Luxury cosmetics and China drive sales bounce at L'Oreal

By
Reuters
Published
Apr 12, 2018

Booming demand for L’Oreal’s luxury cosmetics brands like Lancome, particularly in China, helped boost the company’s first-quarter sales, offsetting a more wobbly performance in the group’s mass market division.


Photo: L’Oréal Luxe - Yves Saint Laurent Beauté


Cosmetics companies are benefiting from strong appetite for skincare products like anti-ageing treatments, after riding a make-up boom in the past few years, spurred by young consumers seeking to look good on social media.

High-end cosmetics and treatments have proved particularly popular, and L’Oreal said this trend had accelerated at the start of 2018, driven largely by Chinese customers. Its luxury brands also include Yves Saint Laurent and Kiehl’s.

“The luxury market is really flying right now,” Chairman and Chief Executive Jean-Paul Agon told a conference call with analysts on Thursday.

Chinese shoppers have spearheaded a broader rebound in luxury goods sales from handbags to shoes, sparking upbeat outlooks from top industry players such as France’s LVMH.

Agon said Chinese appetite for cosmetics all along the price scale was robust.
“This appetite for beauty products could really be sustainable for a while,” he said.

So far, trade tensions between China and the United States have shown little sign of affecting consumer sentiment.

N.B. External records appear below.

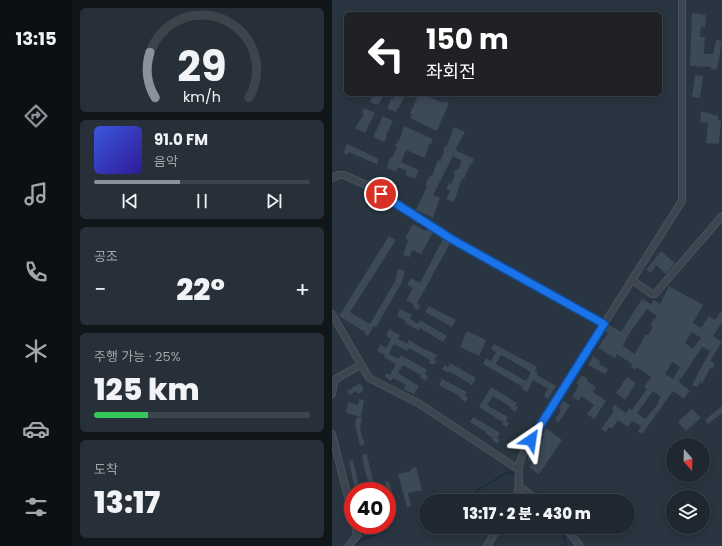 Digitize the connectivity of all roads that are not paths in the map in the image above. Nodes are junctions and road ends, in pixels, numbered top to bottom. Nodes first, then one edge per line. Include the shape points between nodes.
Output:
1 (682, 0) edge
2 (332, 178) edge
3 (722, 216) edge
4 (632, 280) junction
5 (332, 314) edge
6 (604, 324) junction
7 (360, 365) junction
8 (332, 394) edge
9 (332, 434) edge
10 (518, 469) junction
11 (344, 482) edge
12 (520, 487) junction
13 (517, 494) edge
14 (530, 494) edge
15 (357, 534) edge
16 (494, 534) edge
17 (571, 534) edge
18 (349, 546) edge
19 (487, 546) edge
20 (580, 546) edge

1 - 4 street via 683,199
2 - 6 street via 339,174 344,175 371,187 453,240
3 - 4 street via 654,294
4 - 6 street
5 - 7 street
6 - 10 street via 522,456
7 - 8 street via 336,379
7 - 10 street via 369,378 418,403
9 - 11 street
10 - 12 street
12 - 13 street
12 - 14 street
15 - 18 street
16 - 19 street
17 - 20 street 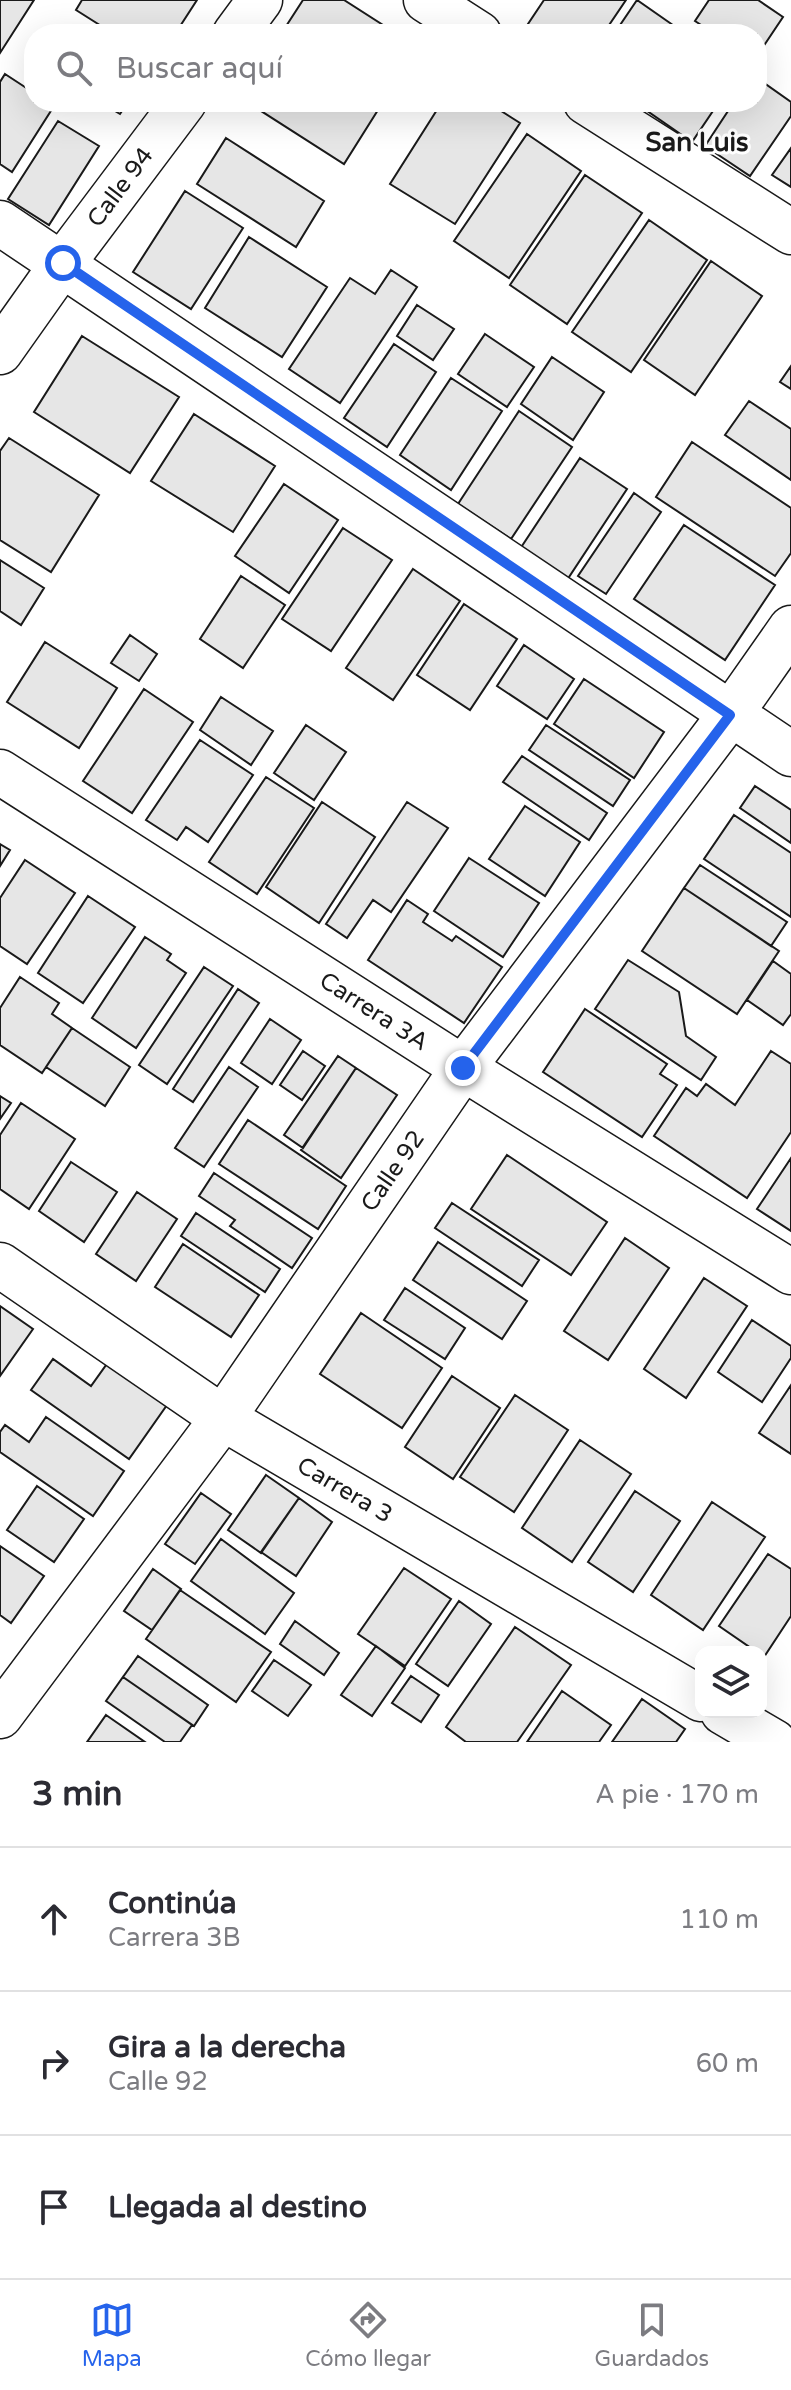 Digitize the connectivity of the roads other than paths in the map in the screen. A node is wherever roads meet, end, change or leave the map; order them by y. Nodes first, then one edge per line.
1 (260, 0) edge
2 (426, 0) edge
3 (242, 24) edge
4 (463, 24) edge
5 (176, 112) edge
6 (602, 112) edge
7 (0, 223) edge
8 (791, 232) edge
9 (63, 263) junction
10 (0, 352) edge
11 (791, 628) edge
12 (730, 715) junction
13 (791, 754) edge
14 (0, 772) edge
15 (463, 1068) junction
16 (0, 1265) edge
17 (791, 1272) edge
18 (223, 1418) junction
19 (695, 1695) edge
20 (0, 1716) edge
21 (733, 1718) edge
22 (774, 1742) edge

1 - 3 street
2 - 4 street
5 - 9 street, Calle 94
6 - 8 street
7 - 9 street
9 - 10 street, Calle 94
9 - 12 street
11 - 12 street, Calle 92
12 - 13 street
12 - 15 street, Calle 92
14 - 15 street, Carrera 3A
15 - 17 street, Carrera 3A
15 - 18 street, Calle 92
16 - 18 street, Carrera 3
18 - 19 street, Carrera 3
18 - 20 street, Calle 92
21 - 22 street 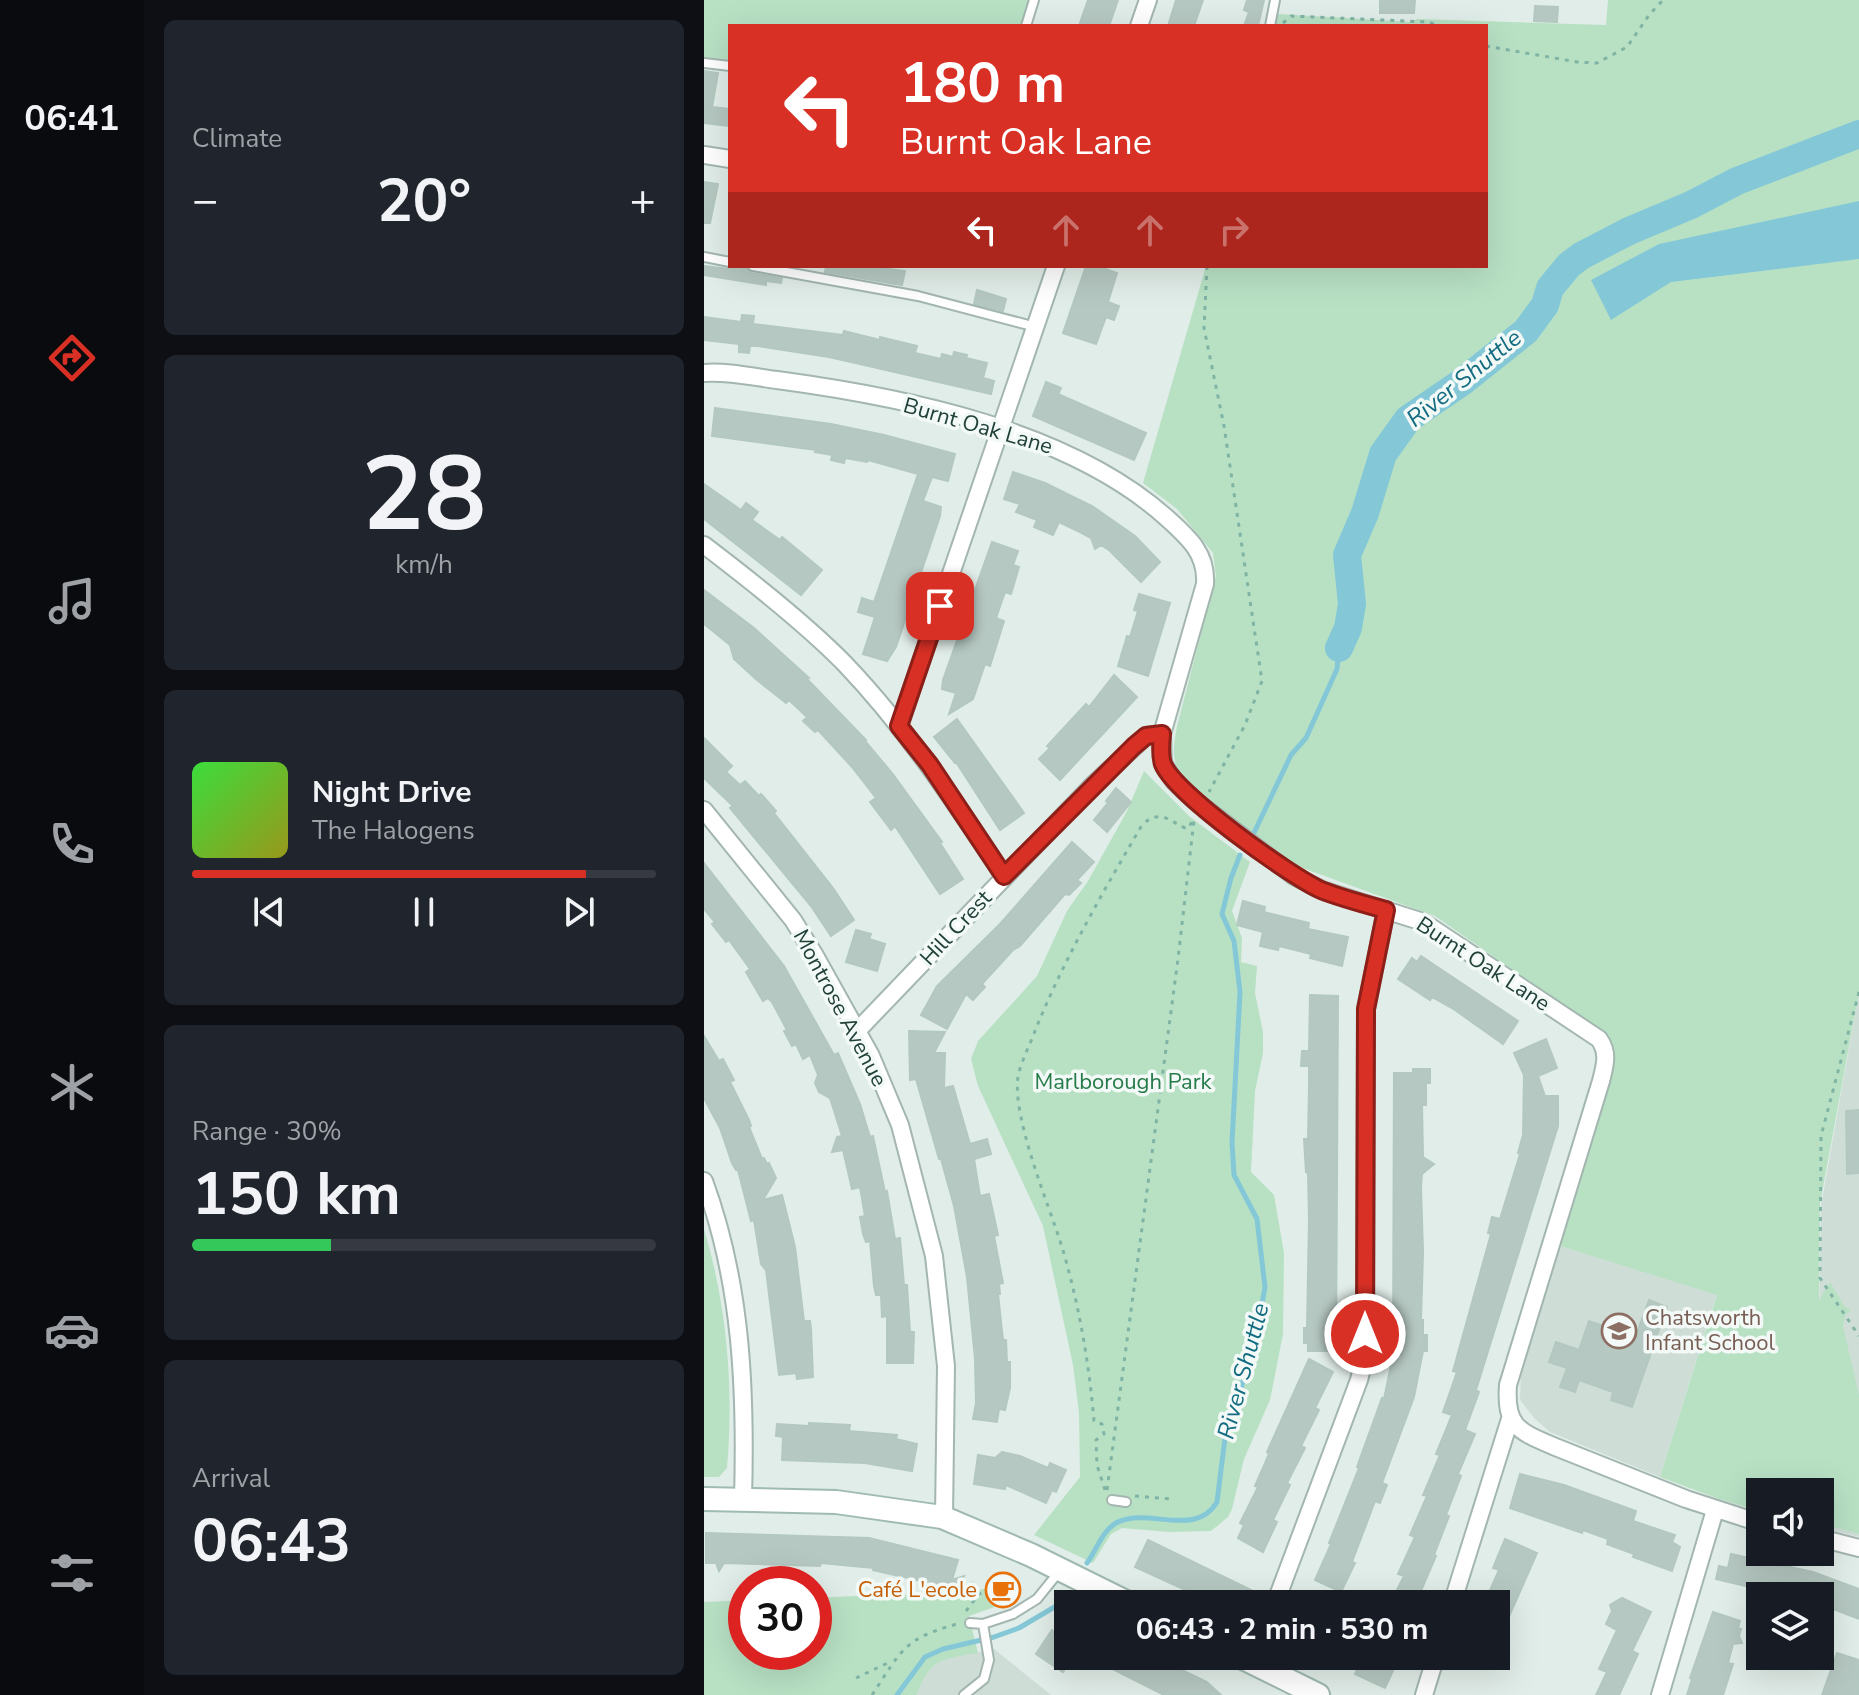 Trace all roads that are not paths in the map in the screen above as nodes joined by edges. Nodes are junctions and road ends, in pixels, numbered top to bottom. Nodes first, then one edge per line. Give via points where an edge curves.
1 (1034, 0) edge
2 (1148, 0) edge
3 (1275, 0) edge
4 (1027, 24) edge
5 (1140, 24) edge
6 (1270, 24) edge
7 (704, 63) edge
8 (728, 66) edge
9 (704, 155) edge
10 (728, 159) edge
11 (704, 257) edge
12 (728, 262) edge
13 (764, 268) edge
14 (1055, 268) edge
15 (1036, 327) junction
16 (704, 373) edge
17 (1001, 429) junction
18 (704, 545) edge
19 (899, 726) junction
20 (1162, 734) junction
21 (704, 810) edge
22 (1004, 876) junction
23 (1386, 910) junction
24 (858, 1030) junction
25 (704, 1181) edge
26 (1510, 1419) junction
27 (704, 1499) edge
28 (743, 1499) junction
29 (1129, 1499) road end
30 (1112, 1500) dead end
31 (1715, 1510) junction
32 (944, 1517) junction
33 (1746, 1519) edge
34 (1834, 1542) edge
35 (1859, 1548) edge
36 (1062, 1571) junction
37 (1101, 1590) edge
38 (1280, 1590) edge
39 (1456, 1590) edge
40 (970, 1623) dead end
41 (984, 1625) junction
42 (1271, 1670) edge
43 (1432, 1670) edge
44 (964, 1695) edge
45 (1318, 1695) edge
46 (1424, 1695) edge
47 (1660, 1695) edge

1 - 4 lane
2 - 5 street
3 - 6 lane
7 - 8 lane
9 - 10 street
11 - 12 lane
13 - 15 lane via 918,296
14 - 15 street
15 - 17 street
16 - 17 street, Burnt Oak Lane via 821,386
17 - 19 street
17 - 20 street, Burnt Oak Lane via 1074,456 1132,490 1184,534 1203,559 1205,584
18 - 19 street via 843,661
19 - 22 street
20 - 22 street, Hill Crest via 1146,736 1134,746
20 - 23 street, Burnt Oak Lane via 1163,763 1194,800 1294,876
21 - 24 street, Montrose Avenue via 793,920
22 - 24 street, Hill Crest
23 - 26 street, Burnt Oak Lane via 1443,935 1599,1039 1606,1054 1508,1385
23 - 38 street via 1366,1009 1365,1356
24 - 32 street, Montrose Avenue via 900,1125 934,1256 946,1366
25 - 28 street via 721,1232 736,1311 743,1374
26 - 31 street via 1532,1437
26 - 39 street, Burnt Oak Lane
27 - 28 street
28 - 32 street via 836,1502
29 - 30 lane
31 - 33 street
31 - 47 street
32 - 36 street
34 - 35 street
36 - 37 street
36 - 41 lane via 1037,1599
40 - 41 lane
41 - 44 lane via 989,1660 984,1679
42 - 45 street
43 - 46 street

L’Oreal, the world’s biggest cosmetics firm, said group sales grew 6.8 percent from a year earlier on a like-for-like basis, which removes the effect of currency swings and acquisitions or disposals.

That beat expectations for a 5.6 percent rise, and marked the strongest pace of quarterly growth in eight years.

“The strong end to 2017 has certainly continued on into 2018,” analysts at Berstein said in a note.

DIGITAL PUSH

The company still faces hurdles, however, including from a strong euro that affects revenues made in other currencies and converted back.

On a reported basis, L’Oreal sales were down 1 percent in the first quarter at 6.78 billion euros ($1.23 billion), reflecting the hit from foreign exchange effects.

L’Oreal’s largest division, meanwhile, which makes mass market products and is home to labels like Maybelline, is going through more of a rough patch. It reported modest quarterly sales growth of 2.6 percent, slightly less than expected.

Agon said he was confident the division’s performance would pick up this year, saying the mass market brands were already doing well in China and selling better in the United States, even though there were few signs of improvement in France.

L’Oreal, which has been bumping up its digital business, said online sales were growing fast and accounted for 8.8 percent of all revenues in the first quarter.

The company made its first tech acquisition in March with Canada’s ModiFace, which develops services such as virtual testing for make-up or hair colors.